The company eventually outgrows the founder

As Panther scaled, Jack had to spend less time being the person doing the work and more time building a team capable of doing it without him. In interviews, he's described the experience as going from the water boy to the coach in a remarkably short period of time.

That meant hiring people who were better than him in the functions they owned.

We've heard the same philosophy from Daniel Francis, the solo founder of Abel Police.

His rule was simple:

"Daniel has to be the worst engineer and the biggest asshole. I'm the floor on engineering talent and the ceiling on being an asshole."

The quote gets a laugh, but it captures something important.

The skills required to start a company are not the same skills required to scale one. Eventually, every founder has to choose between staying at the center of everything or building a team that can operate without them.

Panther's growth depended on the latter.

Eight years of the same bet

Looking back, there isn't a single moment that explains Panther's success.

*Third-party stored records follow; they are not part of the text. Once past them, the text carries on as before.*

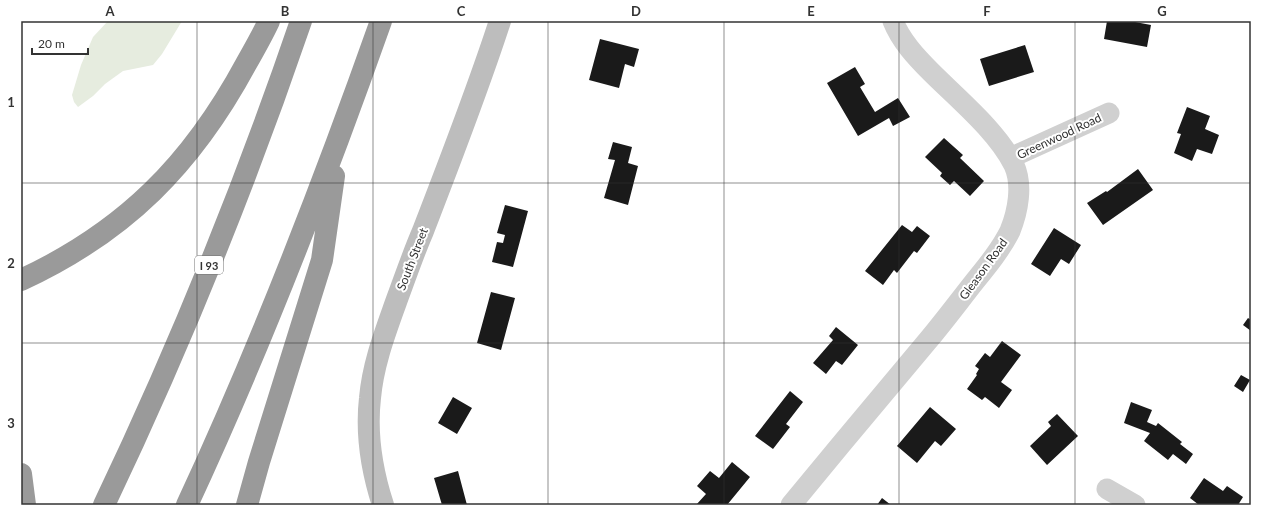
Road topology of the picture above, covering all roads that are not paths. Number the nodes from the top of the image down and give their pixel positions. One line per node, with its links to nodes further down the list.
1 (269, 21): 9 (highway)
2 (302, 21): 13 (highway, I 93)
3 (380, 21): 7 (highway)
4 (500, 21): 16 (street, South Street)
5 (893, 21): 8 (street, Gleason Road)
6 (1109, 113): 8 (street, Greenwood Road)
7 (339, 137): 14 (highway); 15 (highway)
8 (1010, 158): 17 (street, Gleason Road)
9 (21, 280)
10 (21, 474): 12 (highway)
11 (1107, 489): 18 (street)
12 (25, 505)
13 (104, 505)
14 (187, 505)
15 (247, 505)
16 (382, 505)
17 (791, 505)
18 (1135, 505)

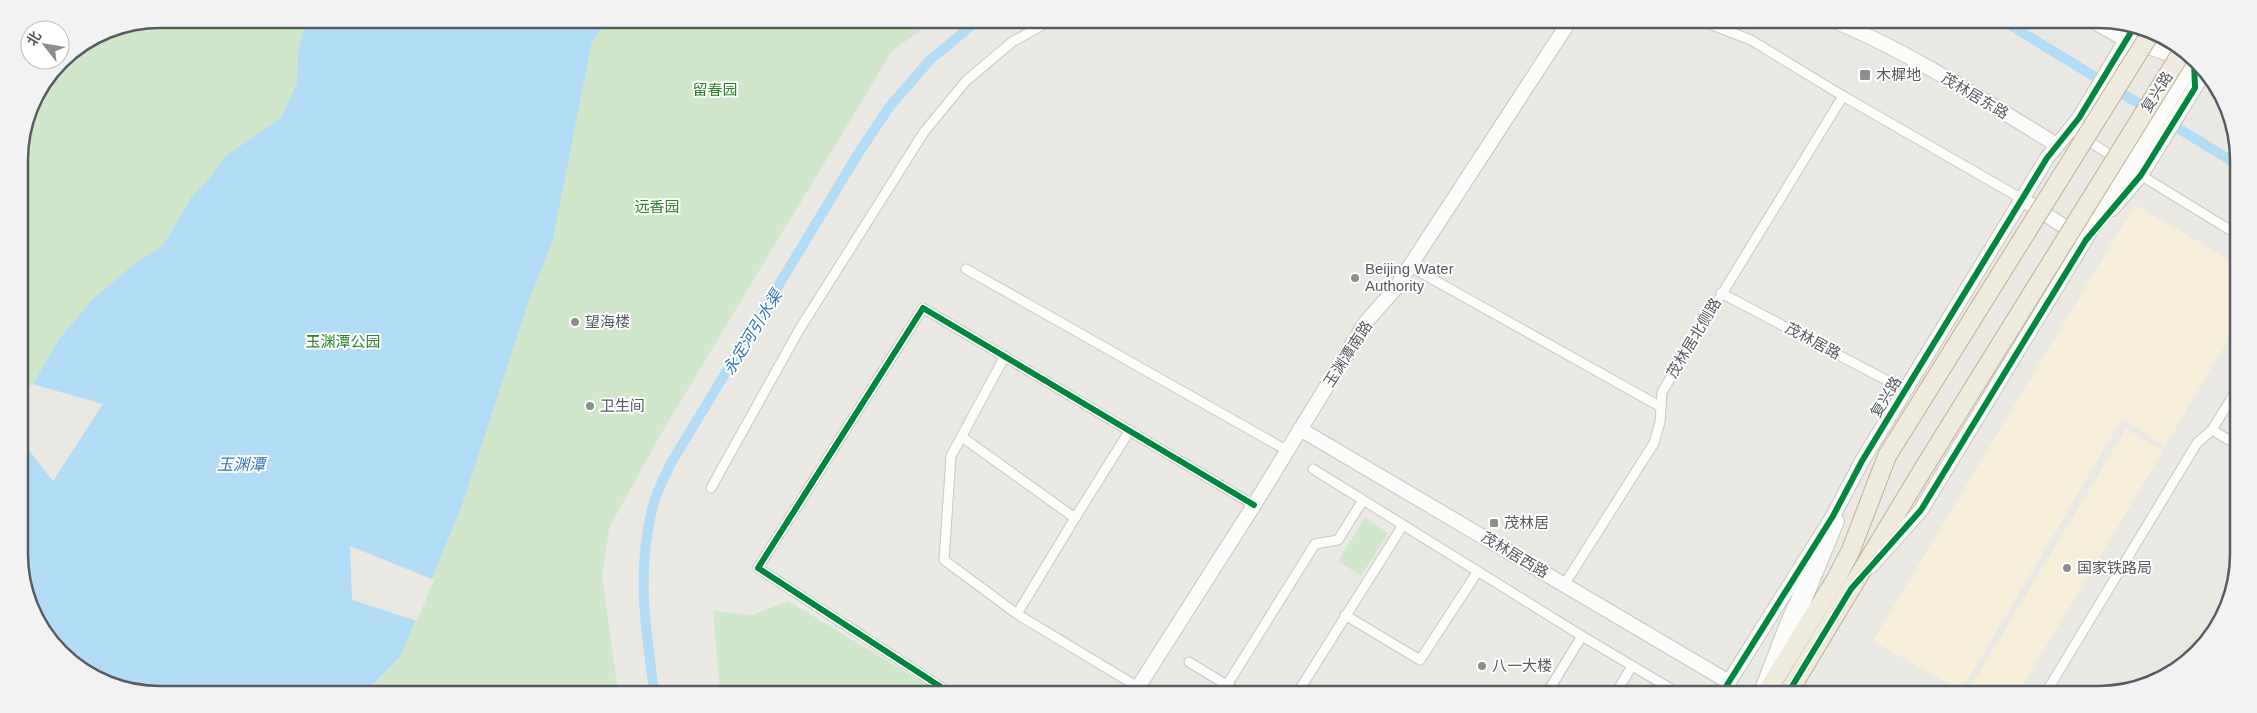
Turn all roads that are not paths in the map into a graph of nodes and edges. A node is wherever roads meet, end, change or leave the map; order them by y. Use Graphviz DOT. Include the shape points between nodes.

Instead, Panther was built through a series of decisions that remained surprisingly consistent over time.

The original insight came from years spent working on the problem. Early customers were won through trust. As the company grew, Jack repeatedly chose focus over expansion. And as Panther scaled, he hired people who could take ownership of areas he could no longer run himself.

Together, they built a company valuable enough for Databricks to acquire.

For solo founders, that's probably the most encouraging part of the story. Panther wasn't built by chasing every new opportunity that appeared. It was built by spending years developing a conviction, earning the right to act on it, and staying focused long after there were easier directions to go.